Praveen Donthi’s detailed Caravan history of Mufti’s career in Kashmir and Delhi helps us understand the particular niche the PDP aimed for and the pervasive pressures that have now undermined it. Donthi notes that Mufti arose from the fragmented politics of the 1960s Valley, becoming a Congress stalwart in an NC-dominated polity in part due to personal and political rivalries and feuds. His later peregrinations into the Janata Dal, return to the Congress, and founding of the PDP show how hard he worked to maintain relevance in “mainland India” while also trying to keep at least some foot in Kashmir against the much-hated NC (with the exception of helping to get the 1996 election going).
This balancing act is extremely difficult for anyone. Delhi is not interested in substantial autonomy for Kashmir, much less chief ministers who consistently challenge security forces, the Home Ministry, or the PM. The deep history of Kashmir since 1947 shows Delhi consistently intervening to stave off such a figure or a party. This limits the ability of Kashmiri parties to stand up for Kashmir and get any kind of results.
Yet being in the mainstream, working with Delhi, and doing things like allying with the BJP (whether in the NDA, like the NC, or at the state level, like the PDP) also alienate major parts of the Valley. The two dynastic parties of the contemporary Valley are seen by many as lackeys, sell-outs, and corrupt opportunists who do Delhi’s bidding; they are the local collaborators who hold Kashmiri aspirations for independence (or, less popularly, accession to Pakistan) at bay through a mix of patronage and repression. They are viewed as doing Delhi’s bidding, not Kashmir’s.
As I argued back in 2013, this combination makes it impossible to “restore normalcy” in Kashmir. I’ve been wrong about many things, but I was very confident that I was right on the argument of that Asian Survey piece. And here we are.

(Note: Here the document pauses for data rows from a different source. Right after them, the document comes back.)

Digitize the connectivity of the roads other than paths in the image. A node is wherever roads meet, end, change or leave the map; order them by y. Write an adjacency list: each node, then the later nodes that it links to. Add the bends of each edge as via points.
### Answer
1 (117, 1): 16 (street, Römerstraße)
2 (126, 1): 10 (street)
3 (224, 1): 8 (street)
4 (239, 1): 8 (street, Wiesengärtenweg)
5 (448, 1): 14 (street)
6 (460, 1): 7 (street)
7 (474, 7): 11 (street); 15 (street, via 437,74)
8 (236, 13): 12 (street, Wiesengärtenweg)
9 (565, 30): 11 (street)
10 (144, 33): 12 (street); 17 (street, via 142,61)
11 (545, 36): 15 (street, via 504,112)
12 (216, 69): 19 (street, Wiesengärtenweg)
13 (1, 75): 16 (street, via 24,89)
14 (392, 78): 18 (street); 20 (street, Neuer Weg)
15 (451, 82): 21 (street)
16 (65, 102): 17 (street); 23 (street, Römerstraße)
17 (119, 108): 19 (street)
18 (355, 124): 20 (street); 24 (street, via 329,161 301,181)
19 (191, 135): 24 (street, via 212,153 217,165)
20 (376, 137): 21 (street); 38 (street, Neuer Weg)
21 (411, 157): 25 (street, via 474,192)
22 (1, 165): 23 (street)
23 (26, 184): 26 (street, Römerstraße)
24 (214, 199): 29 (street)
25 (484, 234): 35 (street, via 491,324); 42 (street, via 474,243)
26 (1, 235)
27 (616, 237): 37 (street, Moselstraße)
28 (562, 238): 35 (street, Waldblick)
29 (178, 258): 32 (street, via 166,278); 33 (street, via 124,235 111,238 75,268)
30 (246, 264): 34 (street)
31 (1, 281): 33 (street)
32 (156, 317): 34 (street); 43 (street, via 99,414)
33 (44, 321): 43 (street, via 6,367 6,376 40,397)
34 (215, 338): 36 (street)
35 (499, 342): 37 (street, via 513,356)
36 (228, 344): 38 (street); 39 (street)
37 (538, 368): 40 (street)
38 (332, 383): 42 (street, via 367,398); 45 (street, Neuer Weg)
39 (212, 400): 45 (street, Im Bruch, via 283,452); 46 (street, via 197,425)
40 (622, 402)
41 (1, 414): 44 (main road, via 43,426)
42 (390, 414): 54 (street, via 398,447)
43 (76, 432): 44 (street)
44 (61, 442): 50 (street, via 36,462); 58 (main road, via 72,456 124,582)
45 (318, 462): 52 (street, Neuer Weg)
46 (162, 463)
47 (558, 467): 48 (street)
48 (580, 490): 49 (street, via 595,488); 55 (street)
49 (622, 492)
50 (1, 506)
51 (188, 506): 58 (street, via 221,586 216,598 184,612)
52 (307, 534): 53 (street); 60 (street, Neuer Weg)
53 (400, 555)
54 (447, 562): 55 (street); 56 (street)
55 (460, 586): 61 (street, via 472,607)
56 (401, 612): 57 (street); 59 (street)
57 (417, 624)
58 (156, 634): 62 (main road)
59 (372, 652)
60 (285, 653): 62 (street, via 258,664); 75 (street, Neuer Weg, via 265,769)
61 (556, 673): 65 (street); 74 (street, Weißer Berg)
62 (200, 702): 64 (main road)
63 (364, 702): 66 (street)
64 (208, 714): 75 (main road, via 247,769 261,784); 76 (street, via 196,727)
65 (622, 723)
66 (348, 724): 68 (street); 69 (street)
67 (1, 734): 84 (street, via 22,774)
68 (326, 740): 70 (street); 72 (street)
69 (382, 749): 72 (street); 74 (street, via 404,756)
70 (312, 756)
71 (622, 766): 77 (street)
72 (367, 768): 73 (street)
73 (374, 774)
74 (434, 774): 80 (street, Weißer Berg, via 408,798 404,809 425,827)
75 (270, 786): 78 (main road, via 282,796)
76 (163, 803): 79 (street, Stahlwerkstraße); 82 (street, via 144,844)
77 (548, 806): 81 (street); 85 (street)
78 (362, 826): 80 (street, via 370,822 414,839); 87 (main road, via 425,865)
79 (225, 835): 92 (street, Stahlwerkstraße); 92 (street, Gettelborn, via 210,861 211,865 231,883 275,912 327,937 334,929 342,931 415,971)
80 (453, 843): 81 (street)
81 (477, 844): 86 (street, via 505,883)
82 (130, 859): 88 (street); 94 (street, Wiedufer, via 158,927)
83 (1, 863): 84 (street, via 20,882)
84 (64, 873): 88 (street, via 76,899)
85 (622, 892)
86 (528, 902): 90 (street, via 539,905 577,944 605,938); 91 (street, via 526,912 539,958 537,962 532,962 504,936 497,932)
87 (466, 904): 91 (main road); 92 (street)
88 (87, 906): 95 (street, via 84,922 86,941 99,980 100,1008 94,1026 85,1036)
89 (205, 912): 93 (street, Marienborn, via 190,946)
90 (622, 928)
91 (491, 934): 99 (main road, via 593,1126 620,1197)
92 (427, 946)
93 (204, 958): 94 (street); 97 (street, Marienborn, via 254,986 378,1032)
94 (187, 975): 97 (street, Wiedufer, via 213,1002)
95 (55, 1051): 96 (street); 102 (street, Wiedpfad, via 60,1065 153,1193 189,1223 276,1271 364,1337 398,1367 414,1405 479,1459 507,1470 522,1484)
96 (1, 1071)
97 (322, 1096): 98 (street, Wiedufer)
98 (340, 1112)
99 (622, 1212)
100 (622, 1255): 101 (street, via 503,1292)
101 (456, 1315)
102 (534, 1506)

The current situation has destroyed the PDP’s already-troubled balance between these two pressures. We have the ruling central government – whether Modi, Rajnath Singh, or Arun Jaitley – taking a hard line and putting its blame heavily on Pakistan, against a backdrop of previously framing the Kashmir issue as needing an infusion of (delayed) development funds. There seems to be a fetish for mouthing vague rhetoric that was relevant back in the Vajpayee days, but the protesters were barely born when Vajpayee was working on Kashmir issues. Meeting with some delegations at the state guest house does not equal actual political movement. The Army seems to be getting restless at the political status quo, but Modi and Singh ultimately call the shots.
Mehbooba Mufti genuinely doesn’t seem to know what she’s doing, and her party’s spokesmen have done a very poor job. Either she needs to go all-in with Delhi’s line, or consistently challenge it; swinging between the two while often also going silent is kind of stunning to watch. I really don’t get it. Omar Abdullah is going after the PDP with great vigor, the Valley’s political bloodsport apparent for all to see. And the protesters view all of these people are either irrelevant or malevolent.
At some point the protests will dwindle as winter comes, the CRPF companies keep flowing in, and Delhi puts its attention elsewhere (Balochistan, UP elections, whatever). But the PDP has taken a blow to any claim of being an autonomous political voice that it will be brutally difficult to recover from. I don’t expect an upsurge of support for the NC; its legacy (such as 2010’s protests and 2014’s floods) is not one that will attract the angry Kashmiri protester.
We are entering a new period in the Valley’s politics. Mainstream party politics will chug on as a grim Rube Goldberg device, separatist leaders have lost control of their movement even as mass sentiment has further hardened against India, Pakistan will continue to push its agenda, and Delhi will just throw whatever security forces at whatever protesters it thinks is necessary while making gauzy, soon-forgotten assurances. So don’t expect an enduring “return to normalcy” anytime soon.